Foregrounding Human Stories in Quantitative Data

The Mapping Black London project is built from two large databases, together containing 1013 rows of data (as of 28 April) – a number only set to increase over the coming months. Given the vast amount of data that we are working with, one of the challenges presented to the Mapping Black London team has been how to ensure individual stories can be heard alongside the wider patterns we are presenting. In other words, we have been faced with the challenge of ensuring that historic individuals do not become just ‘points on a map’…

One solution to this problem has been to highlight the stories of particularly prominent individuals. This can be done by creating a separate map specifically for an individual, tracing all the locations said individual visited in London. Such a process thus turns mapping into a tool to amplify individual stories and allows the possibility of highlighting, for example, Una Marson’s London story.

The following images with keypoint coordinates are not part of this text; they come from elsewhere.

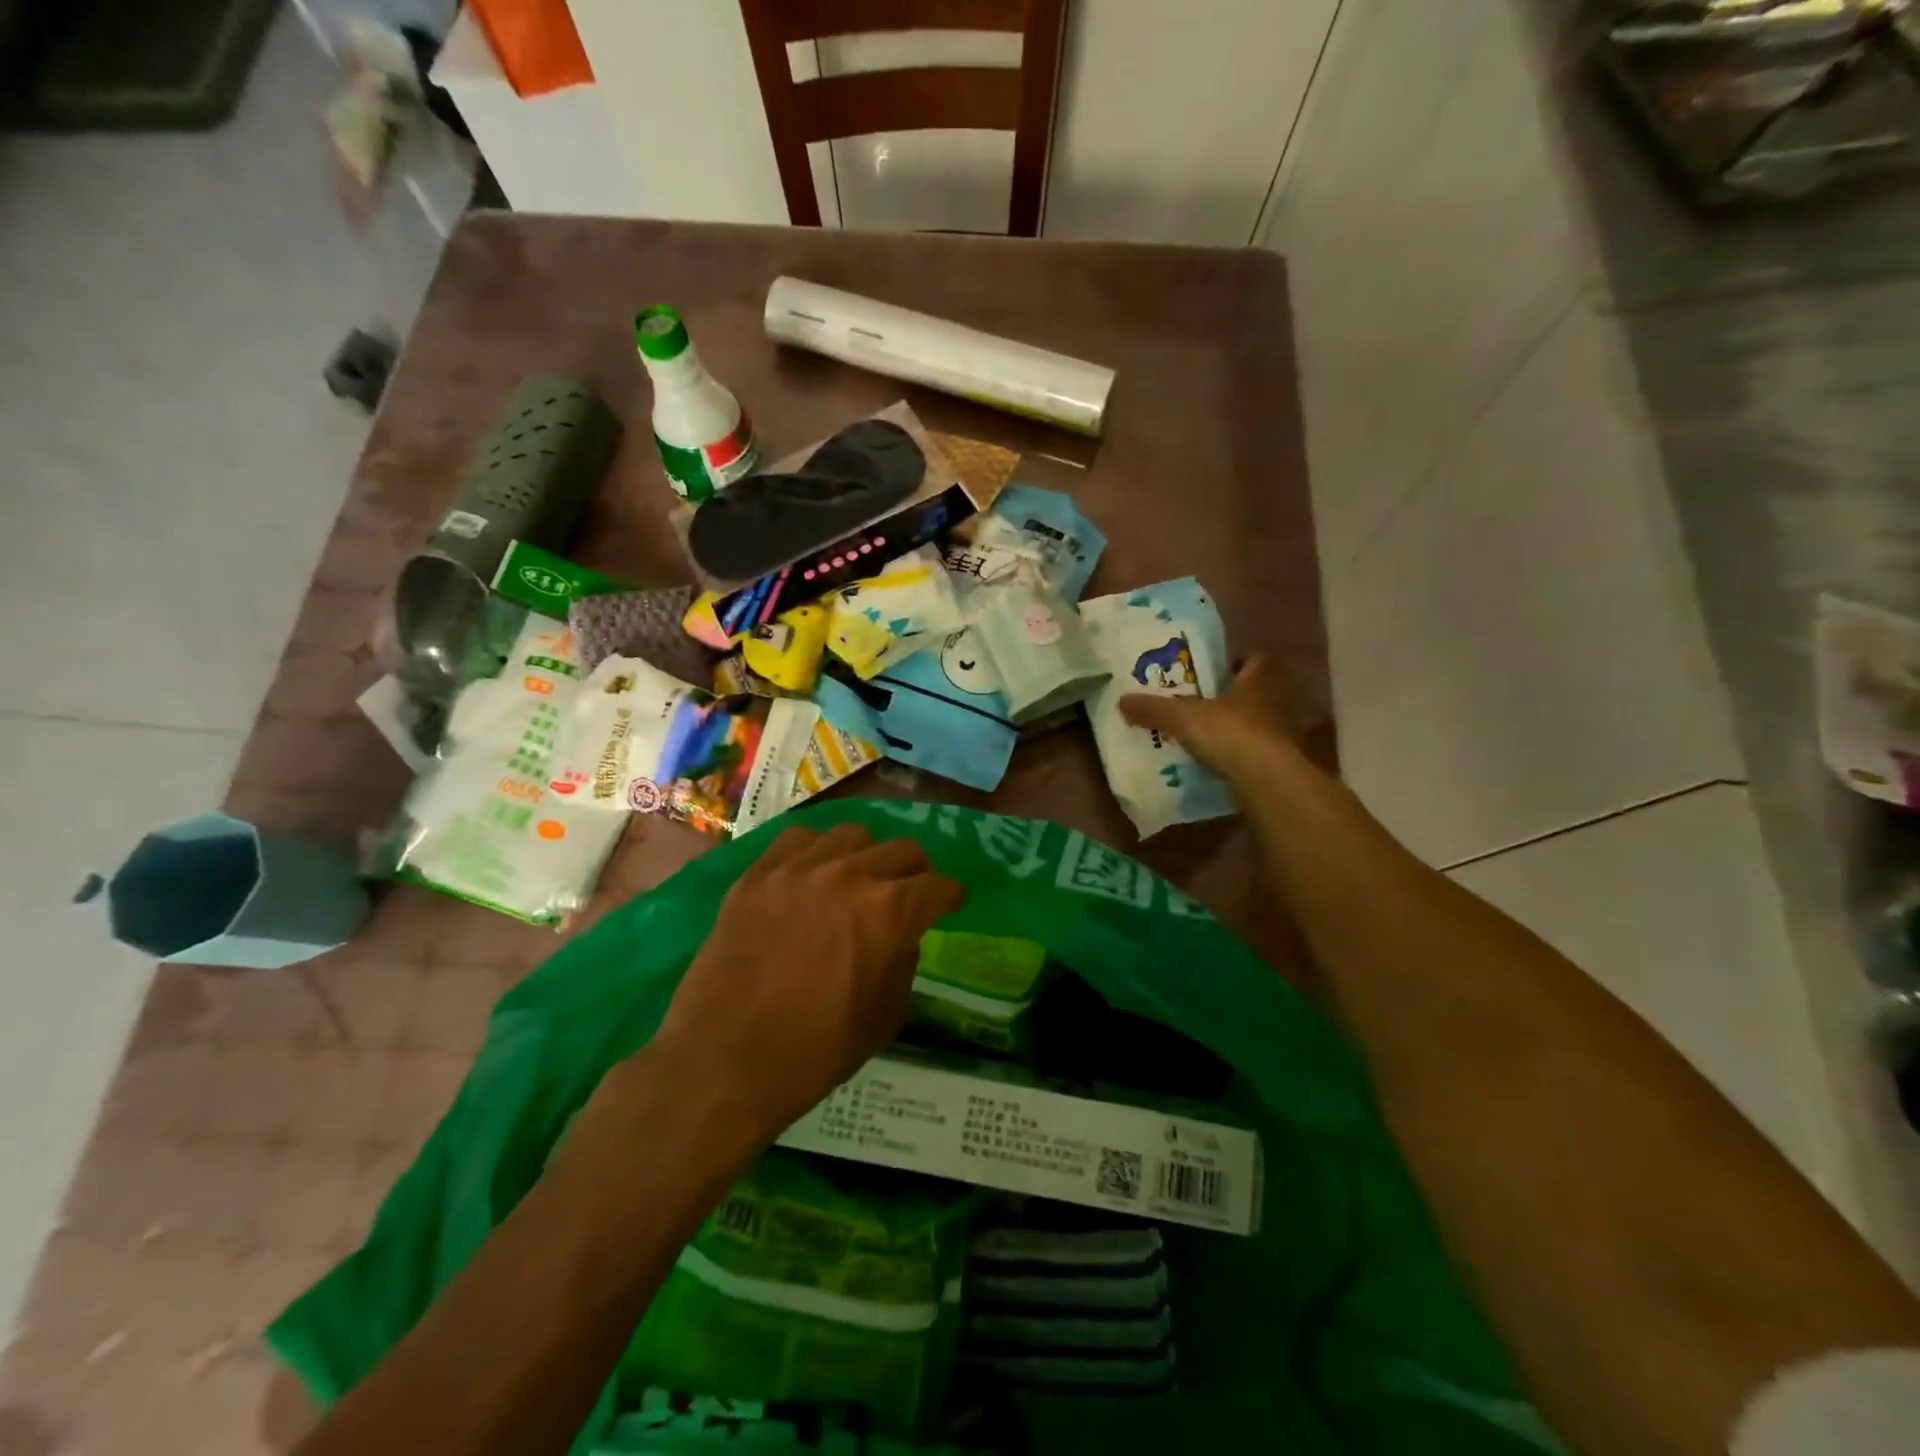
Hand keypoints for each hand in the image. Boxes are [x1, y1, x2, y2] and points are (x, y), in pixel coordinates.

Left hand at [648, 822, 964, 1143]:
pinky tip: (810, 876)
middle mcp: (851, 874)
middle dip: (916, 873)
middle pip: (903, 850)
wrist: (723, 1062)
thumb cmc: (814, 1052)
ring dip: (867, 856)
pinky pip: (799, 839)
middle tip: (909, 894)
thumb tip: (903, 935)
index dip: (950, 897)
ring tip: (857, 879)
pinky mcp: (758, 873)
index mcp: (890, 912)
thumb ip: (904, 963)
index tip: (950, 903)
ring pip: (852, 835)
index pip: (939, 887)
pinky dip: (815, 852)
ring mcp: (800, 868)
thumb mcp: (885, 1017)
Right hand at [1119, 654, 1300, 789]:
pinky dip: (1229, 755)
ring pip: (1249, 724)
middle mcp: (1273, 703)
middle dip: (1225, 696)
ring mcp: (1275, 736)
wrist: (1265, 781)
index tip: (1211, 668)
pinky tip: (1206, 760)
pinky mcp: (1271, 764)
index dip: (1235, 660)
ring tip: (1195, 732)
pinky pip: (1246, 753)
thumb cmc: (1230, 733)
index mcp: (1258, 680)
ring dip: (1227, 726)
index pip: (1255, 659)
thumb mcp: (1182, 716)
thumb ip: (1153, 708)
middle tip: (1193, 700)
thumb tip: (1121, 701)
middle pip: (1250, 693)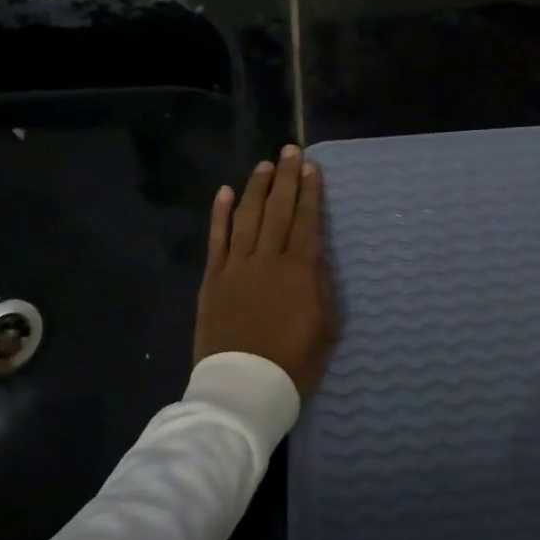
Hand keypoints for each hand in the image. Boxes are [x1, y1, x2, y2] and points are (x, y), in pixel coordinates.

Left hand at [194, 145, 337, 397]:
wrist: (244, 389)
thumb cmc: (294, 361)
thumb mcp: (326, 326)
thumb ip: (321, 284)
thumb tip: (315, 255)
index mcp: (299, 270)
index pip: (306, 220)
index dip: (310, 191)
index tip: (311, 167)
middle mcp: (268, 259)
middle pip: (278, 209)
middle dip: (286, 177)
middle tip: (289, 150)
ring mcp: (237, 267)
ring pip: (248, 216)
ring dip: (257, 188)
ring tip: (264, 166)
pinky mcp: (213, 279)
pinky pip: (217, 239)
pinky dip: (221, 214)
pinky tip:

Maps for prominent individuals nonetheless have a couple of disadvantages. The first arises from the very concept of a ‘prominent individual’ itself. The question arises of what makes one person’s story more worthy of attention than others. An answer to this could be the degree of public or academic interest in a figure, but by only using this as our metric we are risking telling familiar stories that do little to add to our previous knowledge. 

The second disadvantage arises from gaps in the story being told. Due to the nature of our research for Mapping Black London, instead of having one fluid story of a person’s time in the city, we instead have a collection of interesting episodes and anecdotes drawn from disparate sources. We know little, for example, about the locations where many of the individuals we discuss arrived in London and thus we lack a clear starting point for many of the story maps. Some individuals – such as Una Marson – left London and returned all during the span of 1935-1947, yet a map struggles to fill in the ‘gap’ during which the individual is absent.

Pop-up descriptions are another way in which we have attempted to integrate personal stories into our wider patterns. We limited ourselves to descriptions approximately three sentences in length in order to ensure that we were being concise and not overly verbose. This was enough space to tell an interesting story in many of our descriptions, an example being the following evocative description for Tilbury air raid shelter: 

Site of an overcrowded ‘hellhole’, where 16,000 Londoners, including black Londoners, took shelter during bombing raids in 1940. ‘Every race and colour in the world were represented there,’ wrote a visitor, ‘whites, negroes, Chinese, hindus, Polynesians, levantines, Eastern Europeans, Jews, gentiles, Moslems and probably sun-worshippers were all piled there in miscellaneous confusion’.

That being said, there are two problems with short descriptions. The first comes from locations we lack little information on. Compare the above description with the following for the 41 New Compton Street:

Site of a nightclub owned by Sierra Leoneon Ernest Marke. 

That is the entire description; we simply do not know anything else about the place, not even its name!

Yet is should be emphasized that as well as providing a useful tool of analysis in its own right, mapping projects like these can also be just a starting point for future research where the experiences of an ever greater number of people, and the larger historical processes of which they were part, receive the attention they deserve.